M. C. Mason1,2, H. S. Tran Cao2, S. S. Awad1,2, F. Farjah3, G. J. Chang4, C. Chai2, N. N. Massarweh1,2 1Michael E. DeBakey VA Medical Center,Houston VA Center For Innovations In Quality, Effectiveness, And Safety,Houston, TX, USA 2Baylor College Of Medicine,Michael E. DeBakey Department Of Surgery,Houston, TX, USA 3University Of Washington,Department Of Surgery And Surgical Outcomes Reseach Center,Seattle, WA, USA 4The University Of Texas MD Anderson Cancer Center,Department Of Surgical Oncology And Health Services Research,Houston, TX, USA
Introduction: Laparoscopic and robotic techniques are applied across surgical specialties. However, the extent to which these minimally invasive surgery (MIS) techniques are applied for gastrointestinal (GI) cancer resection has not been well defined and the impact of receiving care at high MIS utilizing hospitals is unclear.

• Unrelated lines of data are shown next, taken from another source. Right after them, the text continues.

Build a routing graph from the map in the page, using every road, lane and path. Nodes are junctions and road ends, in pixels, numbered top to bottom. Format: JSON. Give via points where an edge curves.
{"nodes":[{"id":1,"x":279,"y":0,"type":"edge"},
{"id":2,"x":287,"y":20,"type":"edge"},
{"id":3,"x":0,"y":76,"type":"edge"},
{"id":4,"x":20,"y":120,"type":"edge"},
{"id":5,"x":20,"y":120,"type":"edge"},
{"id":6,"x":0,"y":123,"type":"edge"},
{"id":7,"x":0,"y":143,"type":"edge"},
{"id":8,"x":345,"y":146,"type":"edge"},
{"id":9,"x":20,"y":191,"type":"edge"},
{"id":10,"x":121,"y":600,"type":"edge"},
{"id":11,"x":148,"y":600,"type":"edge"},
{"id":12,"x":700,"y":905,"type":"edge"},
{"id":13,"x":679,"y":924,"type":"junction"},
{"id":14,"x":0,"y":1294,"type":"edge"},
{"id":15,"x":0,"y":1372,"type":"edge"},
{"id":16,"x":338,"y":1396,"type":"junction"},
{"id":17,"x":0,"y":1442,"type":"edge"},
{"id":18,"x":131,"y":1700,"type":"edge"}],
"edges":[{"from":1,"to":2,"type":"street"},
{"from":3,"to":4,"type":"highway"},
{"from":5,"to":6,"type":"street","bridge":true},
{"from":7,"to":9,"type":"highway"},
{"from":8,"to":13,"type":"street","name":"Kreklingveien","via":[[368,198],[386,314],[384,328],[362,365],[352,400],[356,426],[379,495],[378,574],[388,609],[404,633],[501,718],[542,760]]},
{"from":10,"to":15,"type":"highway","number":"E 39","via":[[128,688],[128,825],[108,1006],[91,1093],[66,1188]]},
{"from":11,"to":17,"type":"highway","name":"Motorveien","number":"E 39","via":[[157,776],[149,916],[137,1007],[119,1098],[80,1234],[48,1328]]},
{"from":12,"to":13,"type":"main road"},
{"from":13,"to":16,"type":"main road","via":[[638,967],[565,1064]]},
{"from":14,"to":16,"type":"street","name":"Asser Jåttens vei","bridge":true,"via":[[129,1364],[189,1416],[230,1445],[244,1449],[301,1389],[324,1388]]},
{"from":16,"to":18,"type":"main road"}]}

Methods: Retrospective cohort study of 137,581 surgically resected esophageal, gastric, pancreatic, hepatobiliary, colon, and rectal cancer patients within the National Cancer Data Base (2010-2013). Disease-specific, reliability-adjusted MIS utilization and conversion to open rates were calculated for each hospital and used to stratify hospitals into quartiles. Among gastric, pancreatic, and colon patients for whom AC was indicated, the association between days to AC and hospital MIS utilization was examined using generalized estimating equations. The association with risk of death was evaluated with multivariable Cox regression.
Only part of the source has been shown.